* _Data for the task_:
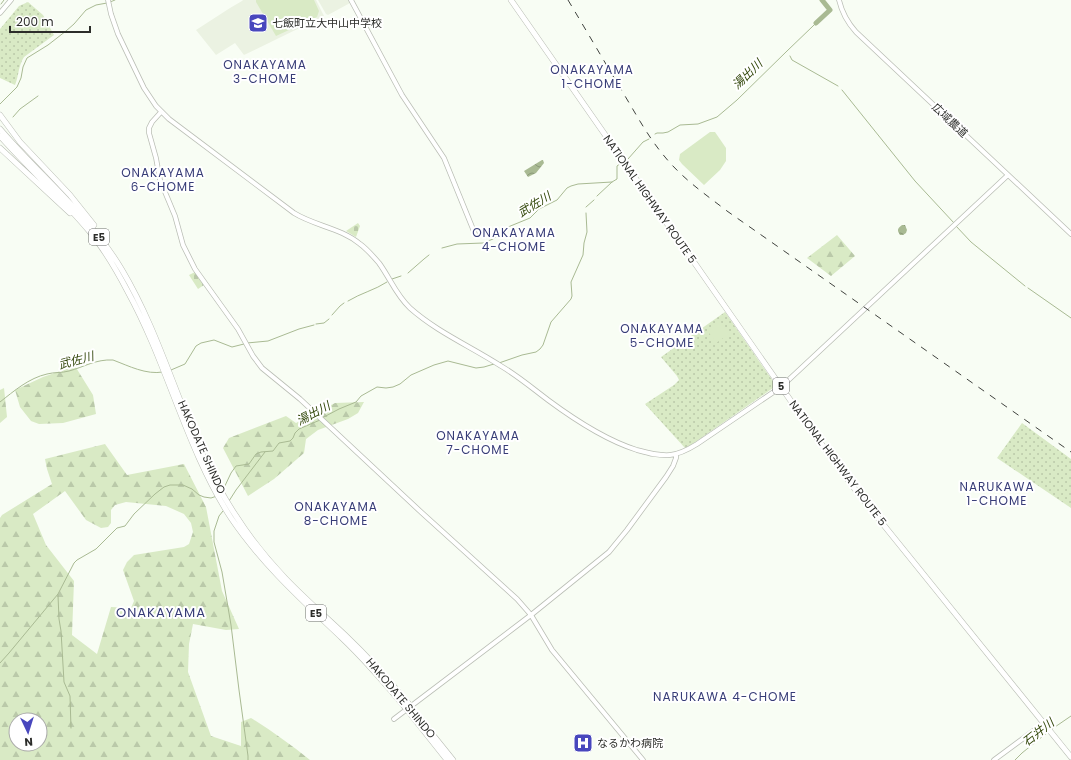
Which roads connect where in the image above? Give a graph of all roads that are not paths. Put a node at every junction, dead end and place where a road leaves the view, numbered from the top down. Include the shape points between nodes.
1 (11, 0) edge
2 (108, 0) edge
3 (351, 0) edge
4 (511, 0) edge
5 (839, 0) edge
6 (0, 13) edge
7 (161, 112) junction
8 (0, 115) edge
9 (0, 129) edge
10 (0, 136) edge
11 (0, 148) edge
12 (1008, 175) junction
13 (475, 234) dead end
14 (1071, 234) edge
15 (99, 244) junction
16 (122, 269) junction
17 (165, 367) junction
18 (781, 387) junction
19 (676, 454) junction
20 (531, 615) junction
21 (410, 710) junction
22 (394, 719) dead end
23 (1044, 723) junction
24 (1071, 757) edge
25 (447, 760) edge
26 (453, 760) edge
27 (643, 760) edge
28 (994, 760) edge

1 - 6 street
2 - 7 street via 118,34 150,99
3 - 13 street via 400,92 444,158
4 - 18 highway, NATIONAL HIGHWAY ROUTE 5 / 5
5 - 12 street, 広域農道 via 844,17 856,32
7 - 19 street via 294,213 358,242 370,252 410,308 440,331 500,365 565,412 613,441 652,454
7 - 20 street via 152,122 148,133 160,180 175,216 183,245 190,260 224,308 253,356 262,368 300,399 517,599
8 - 16 highway via 20,142 82,208
9 - 16 highway, HAKODATE SHINDO / E5 via 71,203
10 - 15 highway, HAKODATE SHINDO / E5 via 68,206
11 - 15 highway via 70,213
12 - 14 street, 広域農道
12 - 18 street
15 - 17 highway, HAKODATE SHINDO / E5 via 120,277
16 - 17 highway, HAKODATE SHINDO / E5
17 - 21 highway, HAKODATE SHINDO / E5, bridge via 210,476 233,516 284,577 362,651 392,684
18 - 19 street via 697,444
18 - 23 highway, NATIONAL HIGHWAY ROUTE 5 / 5 via 855,490
19 - 20 street via 673,466 666,477 609,552
20 - 22 street
20 - 27 street via 552,650
21 - 25 highway, HAKODATE SHINDO / E5
21 - 26 highway, HAKODATE SHINDO / E5
23 - 24 highway, NATIONAL HIGHWAY ROUTE 5 / 5
23 - 28 street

* _What is being asked_: Reproduce every line above exactly, pictures excluded.

* _Final answer_:
Which roads connect where in the image above? Give a graph of all roads that are not paths. Put a node at every junction, dead end and place where a road leaves the view, numbered from the top down. Include the shape points between nodes.
1 (11, 0) edge
2 (108, 0) edge
3 (351, 0) edge
4 (511, 0) edge
5 (839, 0) edge
6 (0, 13) edge
7 (161, 112) junction
8 (0, 115) edge
9 (0, 129) edge
10 (0, 136) edge
11 (0, 148) edge
12 (1008, 175) junction
13 (475, 234) dead end
14 (1071, 234) edge
15 (99, 244) junction
16 (122, 269) junction
17 (165, 367) junction
18 (781, 387) junction
19 (676, 454) junction
20 (531, 615) junction
21 (410, 710) junction
22 (394, 719) dead end
23 (1044, 723) junction
24 (1071, 757) edge
25 (447, 760) edge
26 (453, 760) edge
27 (643, 760) edge
28 (994, 760) edge

1 - 6 street
2 - 7 street via 118,34 150,99
3 - 13 street via 400,92 444,158
4 - 18 highway, NATIONAL HIGHWAY ROUTE 5 / 5
5 - 12 street, 広域農道 via 844,17 856,32
7 - 19 street via 294,213 358,242 370,252 410,308 440,331 500,365 565,412 613,441 652,454
7 - 20 street via 152,122 148,133 160,180 175,216 183,245 190,260 224,308 253,356 262,368 300,399 517,599
8 - 16 highway via 20,142 82,208
9 - 16 highway, HAKODATE SHINDO / E5 via 71,203
10 - 15 highway, HAKODATE SHINDO / E5 via 68,206
11 - 15 highway via 70,213
12 - 14 street, 広域農道
12 - 18 street
15 - 17 highway, HAKODATE SHINDO / E5 via 120,277
16 - 17 highway, HAKODATE SHINDO / E5
17 - 21 highway, HAKODATE SHINDO / E5, bridge via 210,476 233,516 284,577 362,651 392,684
18 - 19 street via 697,444
18 - 23 highway, NATIONAL HIGHWAY ROUTE 5 / 5 via 855,490
19 - 20 street via 673,466 666,477 609,552
20 - 22 street
20 - 27 street via 552,650
21 - 25 highway, HAKODATE SHINDO / E5
21 - 26 highway, HAKODATE SHINDO / E5
23 - 24 highway, NATIONAL HIGHWAY ROUTE 5 / 5
23 - 28 street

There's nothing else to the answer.